I'm reading an XML file using the default Woodstox EventReader, e.g.:
XMLInputFactory.newInstance().createXMLEventReader(new FileInputStream(fileName));
If an input file happens to have the Unicode NULL character in some textual content, the following Exception/Stacktrace occurs:
WstxUnexpectedCharException.<init>(String, Location, char) line: 17
ValidatingStreamReader(StreamScanner).constructNullCharException() line: 604
ValidatingStreamReader(StreamScanner).throwInvalidSpace(int, boolean) line: 633
ValidatingStreamReader(BasicStreamReader).readTextSecondary(int, boolean) line: 4624
ValidatingStreamReader(BasicStreamReader).finishToken(boolean) line: 3661
ValidatingStreamReader(BasicStreamReader).next() line: 1063
WstxEventReader(Stax2EventReaderImpl).nextEvent() line: 255
I'd like to avoid validating textual content. Setting IS_VALIDATING on the XMLInputFactory does not solve the problem.

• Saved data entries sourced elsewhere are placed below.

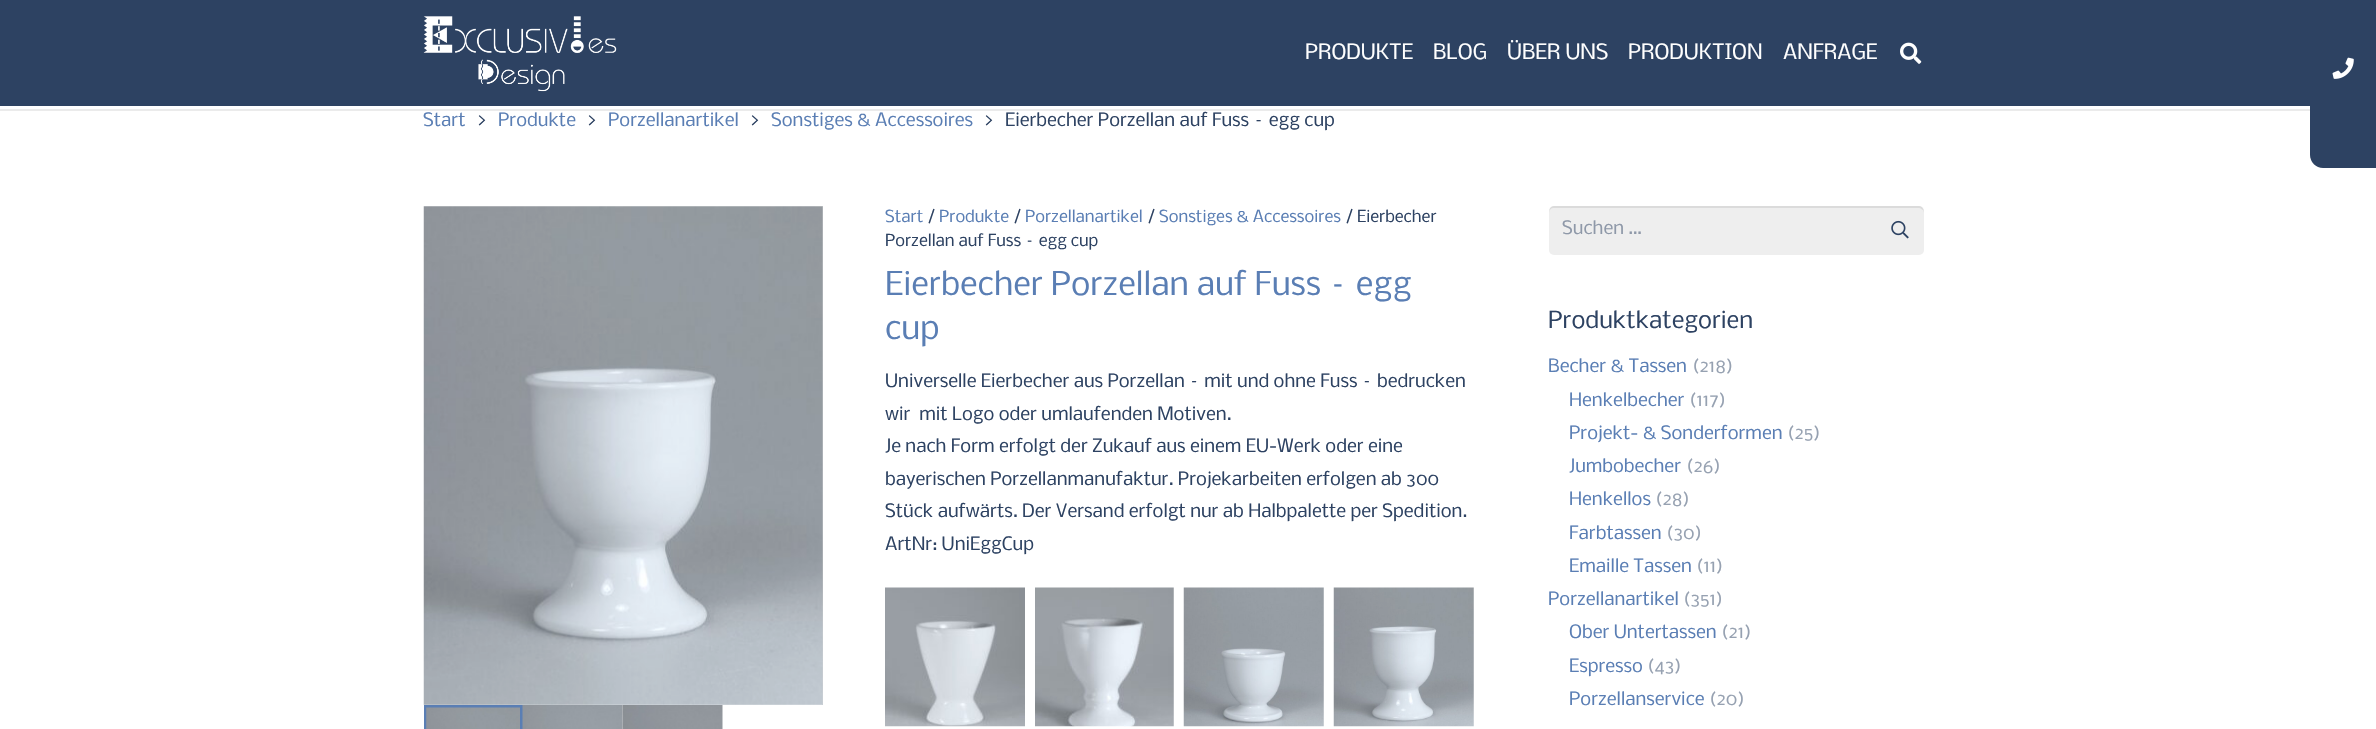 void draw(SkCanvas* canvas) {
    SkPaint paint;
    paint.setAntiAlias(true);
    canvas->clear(0xFFFFFFFF);
    paint.setColor(0xFF2D4262);
    canvas->drawRect(SkRect::MakeXYWH(0, 0, 2376, 106), paint);
    canvas->drawImageRect(SkImages::DeferredFromEncodedData(SkData::MakeFromFileName("img1.png")), SkRect::MakeXYWH(423, 16, 194, 76), SkSamplingOptions());
    SkFont font1(fontMgr->matchFamilyStyle("Nobile", SkFontStyle::Normal()), 20);
    font1.setSubpixel(true);
    paint.setColor(0xFFFFFFFF);
    canvas->drawString("PRODUKTE", 1305, 59, font1, paint);
    canvas->drawString("BLOG", 1433, 59, font1, paint);
    canvas->drawString("ÜBER UNS", 1507, 59, font1, paint);
    canvas->drawString("PRODUKTION", 1628, 59, font1, paint);
    canvas->drawString("ANFRAGE", 1783, 59, font1, paint);
    canvas->drawImageRect(SkImages::DeferredFromEncodedData(SkData::MakeFromFileName("img2.png")), SkRect::MakeXYWH(1900, 42, 22, 22), SkSamplingOptions());
    paint.setColor(0xFFEBEBEB);
    canvas->drawRect(SkRect::MakeXYWH(0, 109, 2310, 2), paint);
    SkFont font2(fontMgr->matchFamilyStyle("Nobile", SkFontStyle::Normal()), 17.5f);
    font2.setSubpixel(true);
    paint.setColor(0xFF5A7EB4);
    canvas->drawString("Start", 423, 126, font2, paint);
    paint.setColor(0xFF2D4262);
    canvas->drawString(">", 476, 126, font2, paint);
    paint.setColor(0xFF5A7EB4);
    canvas->drawString("Produkte", 498, 126, font2, paint);
    paint.setColor(0xFF2D4262);
    canvas->drawString(">", 586, 126, font2, paint);
    paint.setColor(0xFF5A7EB4);
    canvas->drawString("Porzellanartikel", 608, 126, font2, paint);
    paint.setColor(0xFF2D4262);
    canvas->drawString(">", 749, 126, font2, paint);
    paint.setColor(0xFF5A7EB4);
    canvas->drawString("Sonstiges & Accessoires", 771, 126, font2, paint);
    paint.setColor(0xFF2D4262);
    canvas->drawString(">", 983, 126, font2, paint);
    canvas->drawString("Eierbecher Porzellan auf Fuss – egg cup", 1005, 126, font2, paint);
    canvas->drawImageRect(SkImages::DeferredFromEncodedData(SkData::MakeFromFileName("img4.png")), SkRect::MakeXYWH(822, 206, 1, 499), SkSamplingOptions());
    canvas->drawImageRect(SkImages::DeferredFromEncodedData(SkData::MakeFromFileName("img3.png")), SkRect::MakeXYWH(423, 206, 400, 499), SkSamplingOptions());
    paint.setStyle(SkPaint::kStroke_Style);
    paint.setStrokeWidth(3);
    paint.setColor(0xFF5A7EB4);
    canvas->drawRect(SkRect::MakeXYWH(425.5f, 706.5f, 96, 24), paint);
    canvas->drawImageRect(SkImages::DeferredFromEncodedData(SkData::MakeFromFileName("img5.png")), SkRect::MakeXYWH(426, 707, 94, 22), SkSamplingOptions());
    canvas->drawImageRect(SkImages::DeferredFromEncodedData(SkData::MakeFromFileName("img6.png")), SkRect::MakeXYWH(522, 705, 101, 24), SkSamplingOptions());
    canvas->drawImageRect(SkImages::DeferredFromEncodedData(SkData::MakeFromFileName("img7.png")), SkRect::MakeXYWH(622, 705, 101, 24), SkSamplingOptions());
    SkFont font3(fontMgr->matchFamilyStyle("Nobile", SkFontStyle::Normal()), 15.75f);
    font3.setSubpixel(true);
    paint.setStyle(SkPaint::kFill_Style);
    canvas->drawString("Start", 885, 222, font3, paint);
    paint.setColor(0xFF2D4262);
    canvas->drawString("/", 927, 222, font3, paint);
    paint.setColor(0xFF5A7EB4);
    canvas->drawString("Produkte", 939, 222, font3, paint);
    paint.setColor(0xFF2D4262);
    canvas->drawString("/", 1013, 222, font3, paint);
    paint.setColor(0xFF5A7EB4);
    canvas->drawString("Porzellanartikel", 1025, 222, font3, paint);
    paint.setColor(0xFF2D4262);
    canvas->drawString("/", 1147, 222, font3, paint);
    paint.setColor(0xFF5A7EB4);
    canvas->drawString("Sonstiges & Accessoires", 1159, 222, font3, paint);
    paint.setColor(0xFF2D4262);
    canvas->drawString("/ Eierbecher", 1345, 222, font3, paint);
    canvas->drawString("Porzellan auf Fuss – egg cup", 885, 246, font3, paint);
    SkFont font4(fontMgr->matchFamilyStyle("Nobile", SkFontStyle::Normal()), 31.25f);
    font4.setSubpixel(true);
    paint.setColor(0xFF5A7EB4);
    canvas->drawString("Eierbecher Porzellan auf Fuss – egg", 885, 295, font4, paint);
    canvas->drawString("cup", 885, 339, font4, paint);
    paint.setColor(0xFF2D4262);
    canvas->drawString("Universelle Eierbecher aus Porzellan – mit und ohne Fuss – bedrucken", 885, 387, font2, paint);
    canvas->drawString("wir  mit Logo oder umlaufenden Motiven.", 885, 420, font2, paint);
    canvas->drawString("Je nach Form erfolgt der Zukauf aus einem EU-Werk oder eine", 885, 452, font2, paint);
    canvas->drawString("bayerischen Porzellanmanufaktur. Projekarbeiten erfolgen ab 300", 885, 485, font2, paint);
    canvas->drawString("Stück aufwärts. Der Versand erfolgt nur ab Halbpalette per Spedition.", 885, 517, font2, paint);
    canvas->drawString("ArtNr: UniEggCup", 885, 550, font2, paint);
    canvas->drawImageRect(SkImages::DeferredFromEncodedData(SkData::MakeFromFileName("img8.png")), SkRect::MakeXYWH(885, 587, 140, 140), SkSamplingOptions());
    canvas->drawImageRect(SkImages::DeferredFromEncodedData(SkData::MakeFromFileName("img9.png")), SkRect::MakeXYWH(1035, 587, 139, 140), SkSamplingOptions());
    canvas->drawImageRect(SkImages::DeferredFromEncodedData(SkData::MakeFromFileName("img10.png")), SkRect::MakeXYWH(1183, 587, 141, 140), SkSamplingOptions());
    canvas->drawImageRect(SkImages::DeferredFromEncodedData(SkData::MakeFromFileName("img11.png")), SkRect::MakeXYWH(1333, 587, 141, 140), SkSamplingOptions());
    paint.setColor(0xFFEEEEEE);
    canvas->drawRoundRect(SkRect::MakeXYWH(1549, 206, 375, 49), 5, 5, paint);
    paint.setColor(0x14000000);
    canvas->drawPath(SkPathBuilder().moveTo(1554, 208).lineTo(1918, 208).cubicTo(1921, 208, 1924, 210, 1924, 213).cubicTo(1924, 210, 1923, 206, 1919, 206).lineTo(1554, 206).cubicTo(1550, 206, 1549, 210, 1549, 213).cubicTo(1549, 210, 1551, 208, 1554, 208).close().detach(), paint);
    paint.setColor(0xFF8E98A8);
    canvas->drawString("Suchen …", 1562, 234, font2, paint);
    canvas->drawImageRect(SkImages::DeferredFromEncodedData(SkData::MakeFromFileName("img12.png")), SkRect::MakeXYWH(1891, 220, 18, 19), SkSamplingOptions());
    SkFont font5(fontMgr->matchFamilyStyle("Nobile", SkFontStyle::Normal()), 22.5f);
    font5.setSubpixel(true);
    paint.setColor(0xFF2D4262);
    canvas->drawString("Produktkategorien", 1548, 328, font5, paint);
    paint.setColor(0xFF5A7EB4);
    canvas->drawString("Becher & Tassen", 1548, 372, font2, paint);
    paint.setColor(0xFF96A1B1);
    canvas->drawString("(218)", 1692, 372, font2, paint);
    paint.setColor(0xFF5A7EB4);
    canvas->drawString("Henkelbecher", 1569, 406, font2, paint);
    paint.setColor(0xFF96A1B1);
    canvas->drawString("(117)", 1689, 406, font2, paint);
    paint.setColor(0xFF5A7EB4);
    canvas->drawString("Projekt- & Sonderformen", 1569, 439, font2, paint);
    paint.setColor(0xFF96A1B1);
    canvas->drawString("(25)", 1787, 439, font2, paint);
    paint.setColor(0xFF5A7EB4);
    canvas->drawString("Jumbobecher", 1569, 472, font2, paint);
    paint.setColor(0xFF96A1B1);
    canvas->drawString("(26)", 1686, 472, font2, paint);
    paint.setColor(0xFF5A7EB4);
    canvas->drawString("Henkellos", 1569, 505, font2, paint);
    paint.setColor(0xFF96A1B1);
    canvas->drawString("(28)", 1655, 505, font2, paint);
    paint.setColor(0xFF5A7EB4);
    canvas->drawString("Farbtassen", 1569, 539, font2, paint);
    paint.setColor(0xFF96A1B1);
    canvas->drawString("(30)", 1666, 539, font2, paint);
    paint.setColor(0xFF5A7EB4);
    canvas->drawString("Emaille Tassen", 1569, 572, font2, paint);
    paint.setColor(0xFF96A1B1);
    canvas->drawString("(11)", 1696, 572, font2, paint);
    paint.setColor(0xFF5A7EB4);
    canvas->drawString("Porzellanartikel", 1548, 605, font2, paint);
    paint.setColor(0xFF96A1B1);
    canvas->drawString("(351)", 1683, 605, font2, paint);
    paint.setColor(0xFF5A7EB4);
    canvas->drawString("Ober Untertassen", 1569, 638, font2, paint);
    paint.setColor(0xFF96A1B1);
    canvas->drawString("(21)", 1721, 638, font2, paint);
    paint.setColor(0xFF5A7EB4);
    canvas->drawString("Espresso", 1569, 672, font2, paint);
    paint.setColor(0xFF96A1B1);
    canvas->drawString("(43)", 1647, 672, font2, paint);
    paint.setColor(0xFF5A7EB4);
    canvas->drawString("Porzellanservice", 1569, 705, font2, paint);
    paint.setColor(0xFF96A1B1);
    canvas->drawString("(20)", 1709, 705, font2, paint);
    canvas->drawImageRect(SkImages::DeferredFromEncodedData(SkData::MakeFromFileName("img13.png")), SkRect::MakeXYWH(2332, 57, 22, 22), SkSamplingOptions());
    paint.setColor(0xFF2D4262);
    canvas->drawPath(SkPathBuilder().moveTo(2310, 101).lineTo(2376, 101).lineTo(2376, 168).lineTo(2323, 168).cubicTo(2316, 168, 2310, 162, 2310, 155).close().detach(), paint);
}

After inspecting the source code, it looks like BasicStreamReader's next() refers to the "mValidateText" variable to determine whether to validate or not.
From the Source:
/**
* Flag that indicates that textual content (CDATA, CHARACTERS) is to
* be validated within current element's scope. Enabled if one of
* validators returns {@link XMLValidator#CONTENT_ALLOW_VALIDATABLE_TEXT},
* and will prevent lazy parsing of text.
*/
protected boolean mValidateText = false;
I can't seem to figure out how to change/set this value in the InputFactory or EventReader? Perhaps I need to direct the InputFactory to not use the ValidatingStreamReader, but instead the TypedStreamReader?
That is not validation but basic well-formedness problem. Validation is used with schemas like DTD, RelaxNG or XML Schema, which can define specific structure or values for textual content. So validation-related settings will not have any effect, as that would be handled if content is well-formed XML.
What you need to do is to pre-process content to remove or replace small number of characters that are illegal in XML. This includes 0 byte.